### What you have to do
The result should be every line of the listing that holds the word "Murah".

### Supplied data
+===+

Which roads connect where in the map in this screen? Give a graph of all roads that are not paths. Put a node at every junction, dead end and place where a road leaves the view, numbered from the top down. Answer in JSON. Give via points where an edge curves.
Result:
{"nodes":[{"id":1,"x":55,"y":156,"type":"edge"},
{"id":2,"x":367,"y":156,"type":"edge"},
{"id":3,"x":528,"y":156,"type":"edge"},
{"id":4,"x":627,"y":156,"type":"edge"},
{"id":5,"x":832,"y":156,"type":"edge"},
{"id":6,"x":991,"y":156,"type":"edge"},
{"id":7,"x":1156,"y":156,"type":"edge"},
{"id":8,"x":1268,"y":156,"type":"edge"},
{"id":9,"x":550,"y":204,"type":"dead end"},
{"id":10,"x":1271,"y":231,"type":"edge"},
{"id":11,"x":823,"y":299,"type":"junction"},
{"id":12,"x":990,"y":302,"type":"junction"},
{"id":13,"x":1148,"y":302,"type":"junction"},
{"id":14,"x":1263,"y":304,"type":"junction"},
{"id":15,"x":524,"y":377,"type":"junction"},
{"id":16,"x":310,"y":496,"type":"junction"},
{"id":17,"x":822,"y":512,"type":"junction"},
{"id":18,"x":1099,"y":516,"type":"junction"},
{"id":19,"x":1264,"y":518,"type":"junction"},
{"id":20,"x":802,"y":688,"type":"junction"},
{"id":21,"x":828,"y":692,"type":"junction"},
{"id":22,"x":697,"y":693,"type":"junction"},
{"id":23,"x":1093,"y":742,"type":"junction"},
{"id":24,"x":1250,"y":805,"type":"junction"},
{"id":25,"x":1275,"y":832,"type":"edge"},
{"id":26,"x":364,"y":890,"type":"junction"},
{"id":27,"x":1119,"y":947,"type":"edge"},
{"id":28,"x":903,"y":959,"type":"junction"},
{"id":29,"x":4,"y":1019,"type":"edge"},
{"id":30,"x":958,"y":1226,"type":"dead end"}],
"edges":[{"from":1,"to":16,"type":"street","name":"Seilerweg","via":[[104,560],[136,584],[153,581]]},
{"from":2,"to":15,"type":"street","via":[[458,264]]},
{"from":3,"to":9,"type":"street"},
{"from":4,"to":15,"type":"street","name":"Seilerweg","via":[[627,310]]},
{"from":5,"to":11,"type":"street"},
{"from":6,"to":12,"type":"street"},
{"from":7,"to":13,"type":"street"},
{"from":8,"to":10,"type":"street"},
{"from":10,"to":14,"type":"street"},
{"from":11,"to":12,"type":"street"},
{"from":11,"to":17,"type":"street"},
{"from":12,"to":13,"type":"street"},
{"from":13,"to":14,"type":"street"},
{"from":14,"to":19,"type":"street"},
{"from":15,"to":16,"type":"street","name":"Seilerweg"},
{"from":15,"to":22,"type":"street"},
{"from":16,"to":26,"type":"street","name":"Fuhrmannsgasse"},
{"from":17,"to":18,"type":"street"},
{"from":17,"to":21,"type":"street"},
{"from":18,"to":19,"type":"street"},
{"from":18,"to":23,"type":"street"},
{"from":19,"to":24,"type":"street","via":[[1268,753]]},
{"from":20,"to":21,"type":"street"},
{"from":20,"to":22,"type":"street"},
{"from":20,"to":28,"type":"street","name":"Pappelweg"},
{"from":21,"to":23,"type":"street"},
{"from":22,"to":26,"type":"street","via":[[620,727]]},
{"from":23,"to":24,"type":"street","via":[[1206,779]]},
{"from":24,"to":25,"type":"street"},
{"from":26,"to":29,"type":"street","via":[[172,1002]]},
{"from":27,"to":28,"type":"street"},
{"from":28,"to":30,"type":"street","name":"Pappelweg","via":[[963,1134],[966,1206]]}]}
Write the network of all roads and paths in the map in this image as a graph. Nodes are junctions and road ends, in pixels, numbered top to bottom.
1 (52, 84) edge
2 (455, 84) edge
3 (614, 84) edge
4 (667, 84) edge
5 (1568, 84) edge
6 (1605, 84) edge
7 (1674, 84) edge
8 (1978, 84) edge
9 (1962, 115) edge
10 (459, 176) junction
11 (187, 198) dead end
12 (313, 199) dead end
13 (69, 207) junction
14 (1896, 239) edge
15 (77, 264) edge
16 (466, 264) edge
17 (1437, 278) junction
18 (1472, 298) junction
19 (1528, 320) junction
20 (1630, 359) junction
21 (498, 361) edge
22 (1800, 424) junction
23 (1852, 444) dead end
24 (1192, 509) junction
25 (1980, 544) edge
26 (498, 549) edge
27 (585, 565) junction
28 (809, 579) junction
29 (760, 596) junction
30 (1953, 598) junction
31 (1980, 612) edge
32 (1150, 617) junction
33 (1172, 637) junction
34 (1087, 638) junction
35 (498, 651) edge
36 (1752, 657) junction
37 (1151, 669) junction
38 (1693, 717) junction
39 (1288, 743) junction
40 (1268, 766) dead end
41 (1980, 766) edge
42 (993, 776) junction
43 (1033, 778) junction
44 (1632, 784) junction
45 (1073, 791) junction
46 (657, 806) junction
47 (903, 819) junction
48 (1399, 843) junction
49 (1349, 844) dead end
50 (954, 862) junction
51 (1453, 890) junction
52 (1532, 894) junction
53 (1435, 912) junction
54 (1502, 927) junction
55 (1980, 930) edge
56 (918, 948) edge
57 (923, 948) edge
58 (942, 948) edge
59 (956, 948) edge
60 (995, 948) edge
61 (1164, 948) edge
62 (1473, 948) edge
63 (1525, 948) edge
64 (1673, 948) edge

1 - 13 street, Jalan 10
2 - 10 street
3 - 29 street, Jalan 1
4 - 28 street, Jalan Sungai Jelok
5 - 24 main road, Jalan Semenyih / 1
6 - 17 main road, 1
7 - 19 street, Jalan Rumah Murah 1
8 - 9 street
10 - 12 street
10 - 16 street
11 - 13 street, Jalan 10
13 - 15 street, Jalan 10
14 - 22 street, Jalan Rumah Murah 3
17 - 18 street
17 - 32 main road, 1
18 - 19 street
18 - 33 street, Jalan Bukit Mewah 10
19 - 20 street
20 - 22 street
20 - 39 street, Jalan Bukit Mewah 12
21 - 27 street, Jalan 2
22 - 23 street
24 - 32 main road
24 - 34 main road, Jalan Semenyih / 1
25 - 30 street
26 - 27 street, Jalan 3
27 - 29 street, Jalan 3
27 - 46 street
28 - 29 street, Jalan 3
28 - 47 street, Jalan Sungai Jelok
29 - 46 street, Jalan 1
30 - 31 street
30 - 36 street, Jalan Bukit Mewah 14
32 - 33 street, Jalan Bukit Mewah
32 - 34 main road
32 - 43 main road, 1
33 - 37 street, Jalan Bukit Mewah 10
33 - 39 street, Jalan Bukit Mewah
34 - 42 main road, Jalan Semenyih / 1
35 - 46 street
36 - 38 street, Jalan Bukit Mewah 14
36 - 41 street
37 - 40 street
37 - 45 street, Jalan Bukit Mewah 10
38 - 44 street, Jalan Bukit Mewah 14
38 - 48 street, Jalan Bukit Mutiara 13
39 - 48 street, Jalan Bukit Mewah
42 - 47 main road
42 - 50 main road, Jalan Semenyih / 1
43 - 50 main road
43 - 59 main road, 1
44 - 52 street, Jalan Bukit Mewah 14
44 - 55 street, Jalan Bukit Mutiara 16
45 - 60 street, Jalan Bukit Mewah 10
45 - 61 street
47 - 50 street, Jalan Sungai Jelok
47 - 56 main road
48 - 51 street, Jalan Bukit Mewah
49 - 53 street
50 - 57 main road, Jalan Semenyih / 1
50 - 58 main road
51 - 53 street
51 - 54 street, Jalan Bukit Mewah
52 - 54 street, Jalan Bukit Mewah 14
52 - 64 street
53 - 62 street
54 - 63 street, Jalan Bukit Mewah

+===+

### Reply
7 - 19 street, Jalan Rumah Murah 1
14 - 22 street, Jalan Rumah Murah 3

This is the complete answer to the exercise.